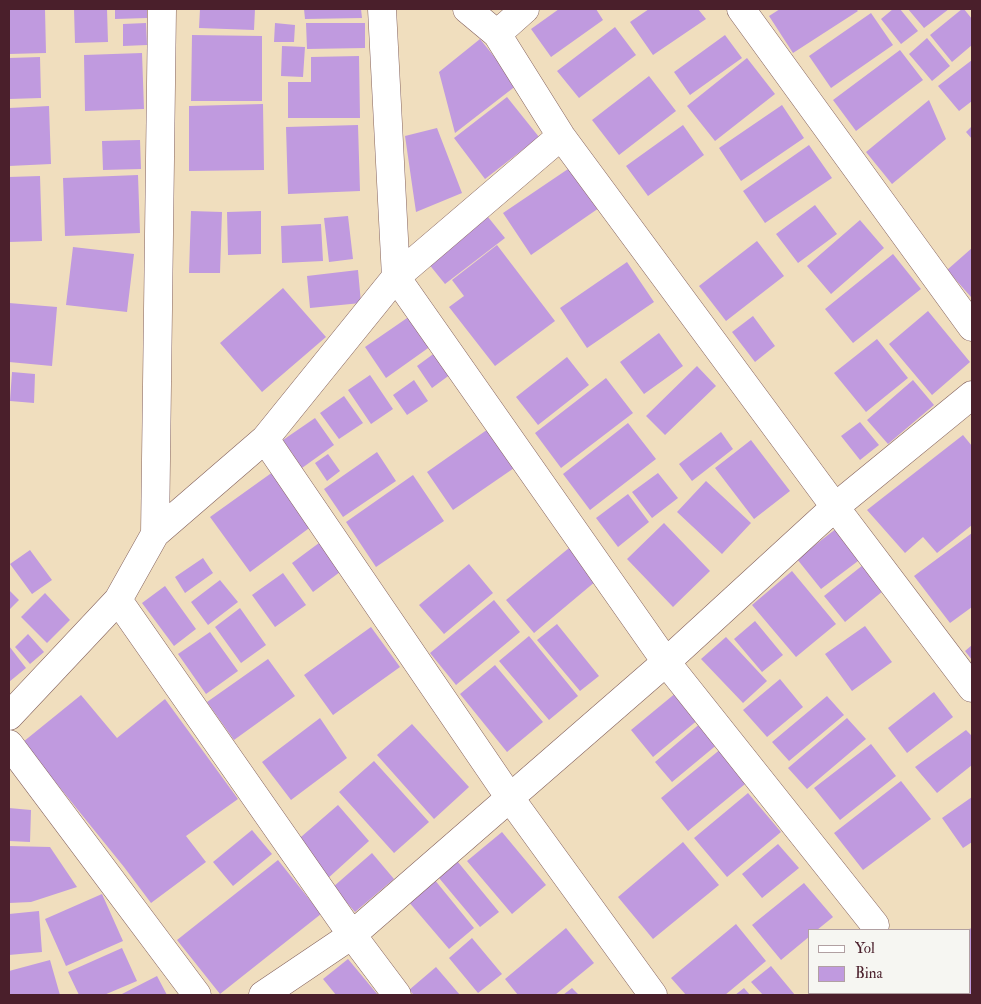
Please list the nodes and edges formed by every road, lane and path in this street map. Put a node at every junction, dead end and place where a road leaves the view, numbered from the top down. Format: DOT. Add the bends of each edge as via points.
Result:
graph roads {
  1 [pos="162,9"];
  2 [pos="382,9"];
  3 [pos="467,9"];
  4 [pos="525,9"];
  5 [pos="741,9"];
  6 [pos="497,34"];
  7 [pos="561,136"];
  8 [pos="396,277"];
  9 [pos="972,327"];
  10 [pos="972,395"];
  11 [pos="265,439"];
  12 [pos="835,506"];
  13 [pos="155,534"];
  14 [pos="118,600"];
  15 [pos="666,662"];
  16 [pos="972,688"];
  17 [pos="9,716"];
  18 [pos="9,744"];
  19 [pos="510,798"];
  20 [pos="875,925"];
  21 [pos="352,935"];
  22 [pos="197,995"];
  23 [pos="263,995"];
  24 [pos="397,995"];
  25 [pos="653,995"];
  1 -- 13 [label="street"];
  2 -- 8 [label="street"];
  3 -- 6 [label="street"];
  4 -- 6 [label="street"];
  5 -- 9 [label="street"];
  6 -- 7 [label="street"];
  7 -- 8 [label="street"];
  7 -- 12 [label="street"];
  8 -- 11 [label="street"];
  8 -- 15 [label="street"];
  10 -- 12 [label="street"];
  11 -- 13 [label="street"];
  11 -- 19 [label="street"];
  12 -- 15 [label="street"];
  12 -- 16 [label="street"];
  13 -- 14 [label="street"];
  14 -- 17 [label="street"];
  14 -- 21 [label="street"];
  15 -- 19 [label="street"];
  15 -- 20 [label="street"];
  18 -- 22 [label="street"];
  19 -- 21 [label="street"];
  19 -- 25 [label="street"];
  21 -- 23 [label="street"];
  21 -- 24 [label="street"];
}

### TASK TO COMPLETE
No images belong in the copy. Transcribe every record exactly.

### WORKED SOLUTION
Please list the nodes and edges formed by every road, lane and path in this street map. Put a node at every junction, dead end and place where a road leaves the view, numbered from the top down. Format: DOT. Add the bends of each edge as via points.
Result:
graph roads {
  1 [pos="162,9"];
  2 [pos="382,9"];
  3 [pos="467,9"];
  4 [pos="525,9"];
  5 [pos="741,9"];
  6 [pos="497,34"];
  7 [pos="561,136"];
  8 [pos="396,277"];
  9 [pos="972,327"];
  10 [pos="972,395"];
  11 [pos="265,439"];
  12 [pos="835,506"];
  13 [pos="155,534"];
  14 [pos="118,600"];
  15 [pos="666,662"];
  16 [pos="972,688"];
  17 [pos="9,716"];
  18 [pos="9,744"];
  19 [pos="510,798"];
  20 [pos="875,925"];
  21 [pos="352,935"];
  22 [pos="197,995"];
  23 [pos="263,995"];
  24 [pos="397,995"];
  25 [pos="653,995"];
  1 -- 13 [label="street"];
  2 -- 8 [label="street"];
  3 -- 6 [label="street"];
  4 -- 6 [label="street"];
  5 -- 9 [label="street"];
  6 -- 7 [label="street"];
  7 -- 8 [label="street"];
  7 -- 12 [label="street"];
  8 -- 11 [label="street"];
  8 -- 15 [label="street"];
  10 -- 12 [label="street"];
  11 -- 13 [label="street"];
  11 -- 19 [label="street"];
  12 -- 15 [label="street"];
  12 -- 16 [label="street"];
  13 -- 14 [label="street"];
  14 -- 17 [label="street"];
  14 -- 21 [label="street"];
  15 -- 19 [label="street"];
  15 -- 20 [label="street"];
  18 -- 22 [label="street"];
  19 -- 21 [label="street"];
  19 -- 25 [label="street"];
  21 -- 23 [label="street"];
  21 -- 24 [label="street"];
}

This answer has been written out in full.